In other words, l’état, c’est moi—I am the state.
This, of course, is anti-democratic and offensive. As Theodore Roosevelt put it, “To announce that there must be no criticism of the President, or that we are to stand by the President, right or wrong, is not only unpatriotic and servile, but is morally treasonable to the American public.”
Sadly, this is not entirely new territory for Trump. But if you want to understand how these things take root, one good place to start is with the Rush Limbaugh show.
On Wednesday’s show, Rush Limbaugh framed Trump’s position by paraphrasing it thus: “If [the prime minister is] gonna speak that way of me and by extension the United States, then I’m not going because nobody disrespects America like that under me.” Then, Limbaugh accused the prime minister of joining “this train of mockery of Donald Trump and, by extension, the country.”
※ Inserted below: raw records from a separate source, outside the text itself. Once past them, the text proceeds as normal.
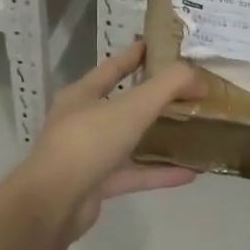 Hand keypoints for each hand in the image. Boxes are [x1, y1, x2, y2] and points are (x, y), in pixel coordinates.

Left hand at [16, 41, 202, 237]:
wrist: (53, 204)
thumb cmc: (88, 142)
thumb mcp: (132, 107)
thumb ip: (167, 87)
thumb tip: (196, 76)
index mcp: (82, 95)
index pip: (112, 68)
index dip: (135, 55)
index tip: (158, 46)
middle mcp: (82, 121)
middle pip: (122, 104)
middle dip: (152, 98)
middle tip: (185, 91)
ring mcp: (88, 155)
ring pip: (129, 141)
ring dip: (158, 138)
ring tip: (191, 131)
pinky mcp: (96, 185)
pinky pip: (133, 174)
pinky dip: (158, 173)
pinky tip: (189, 174) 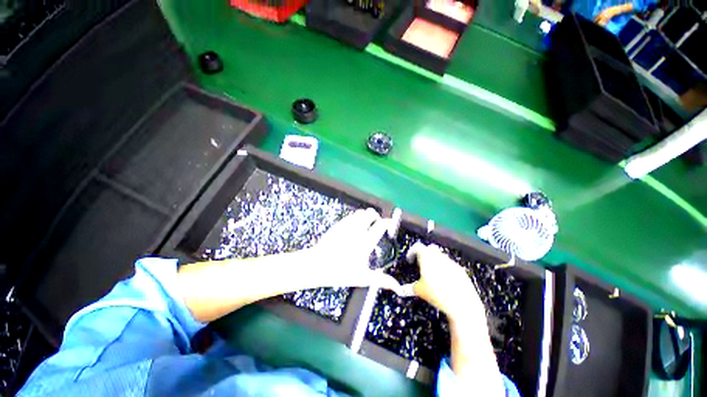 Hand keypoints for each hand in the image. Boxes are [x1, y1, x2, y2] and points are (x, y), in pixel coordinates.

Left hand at [308, 208, 402, 292]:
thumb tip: (397, 287)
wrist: (317, 265)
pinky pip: (350, 215)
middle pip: (370, 213)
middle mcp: (357, 230)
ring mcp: (347, 226)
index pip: (380, 225)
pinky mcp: (338, 225)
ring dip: (365, 215)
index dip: (387, 222)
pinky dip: (355, 218)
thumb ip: (381, 280)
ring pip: (360, 212)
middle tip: (376, 224)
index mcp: (365, 242)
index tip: (389, 224)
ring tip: (366, 224)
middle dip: (376, 216)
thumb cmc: (341, 272)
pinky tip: (354, 227)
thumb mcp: (362, 278)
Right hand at [407, 242, 483, 318]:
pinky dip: (445, 269)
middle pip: (430, 249)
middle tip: (421, 265)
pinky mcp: (460, 270)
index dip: (412, 252)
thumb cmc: (436, 294)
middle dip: (425, 254)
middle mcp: (438, 256)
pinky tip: (444, 282)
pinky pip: (450, 265)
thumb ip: (409, 287)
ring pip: (441, 257)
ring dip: (435, 261)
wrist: (462, 303)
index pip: (417, 247)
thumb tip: (402, 289)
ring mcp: (451, 262)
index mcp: (426, 257)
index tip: (410, 260)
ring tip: (432, 275)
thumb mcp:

Next, Limbaugh took it up a notch, explaining that Trump’s canceled trip to Denmark “is why people are showing up in droves at Trump rallies,” concluding that Trump’s popularity with his base is about “nothing more than patriotism!” Lastly, he explained that, to the media, “Patriotism is not fashionable.”
“I hate to use the word ‘hate,’ but in these people’s case it’s totally warranted and applicable,” Limbaugh said—referring to the media—that same day. “They hate. They hate us. They hate, viscerally, personally hate Trump. And they hate everybody that enables Trump. That means you and me.”
Trump, thus, is a stand-in—not just for America (although he is that, too)—but for the forgotten man. If you criticize Trump, you are, therefore, criticizing civilians.
If conflation of the nation and Trump means an attack on him is an attack on us, then it stands to reason that his counterattack would be not only the definition of patriotism—but also, an act of self-defense. This is the logical conclusion.
“This doesn’t surprise me in the least," says Brian Rosenwald, author of Talk Radio’s America: How an Industry Took Over a Political Party That Took Over the United States. "This is the subtext to the whole conservative media thing. What creates a market for this is that there’s a lot of people in America who feel not just ignored by the media, but they’re condescended to—they’re treated like rubes.
"One reason they’re so attracted to Donald Trump is that he fights for them,” Rosenwald continued. “He has given them a warrior who isn’t going to let them get pushed around… And so it makes sense to me that this would be the framing Rush would use.”
Rosenwald says there is a “complicated dialectic between host and listener,” but my hunch—in this case, at least—is that Rush is carrying Trump’s water more than he is reflecting what he thinks his listeners want to hear.
Of course, it’s worth asking why Limbaugh has to go to the trouble of advancing these narratives.
Could it be indicative of the fact that so much of what Trump says cannot be defended from an intellectually honest standpoint?
Trump’s electoral strategy has always been premised on enthusiastic support from his base, which means he cannot afford any sort of attrition—or loss of enthusiasm. There’s no space for you to be a “cafeteria Trumpian” who agrees with him on some things, but criticizes him on others.
But if we believe that attacks on Trump are really aimed at us, then the only rational thing to do is to circle the wagons around Trump, and start punching back.
Adopting this worldview puts you at odds with people who have not yet made this illogical leap of faith—a fact that only reinforces your victimhood worldview.
Once you buy into Limbaugh’s premise, it pretty much justifies anything Trump says or does—which is a pretty scary place for America to be.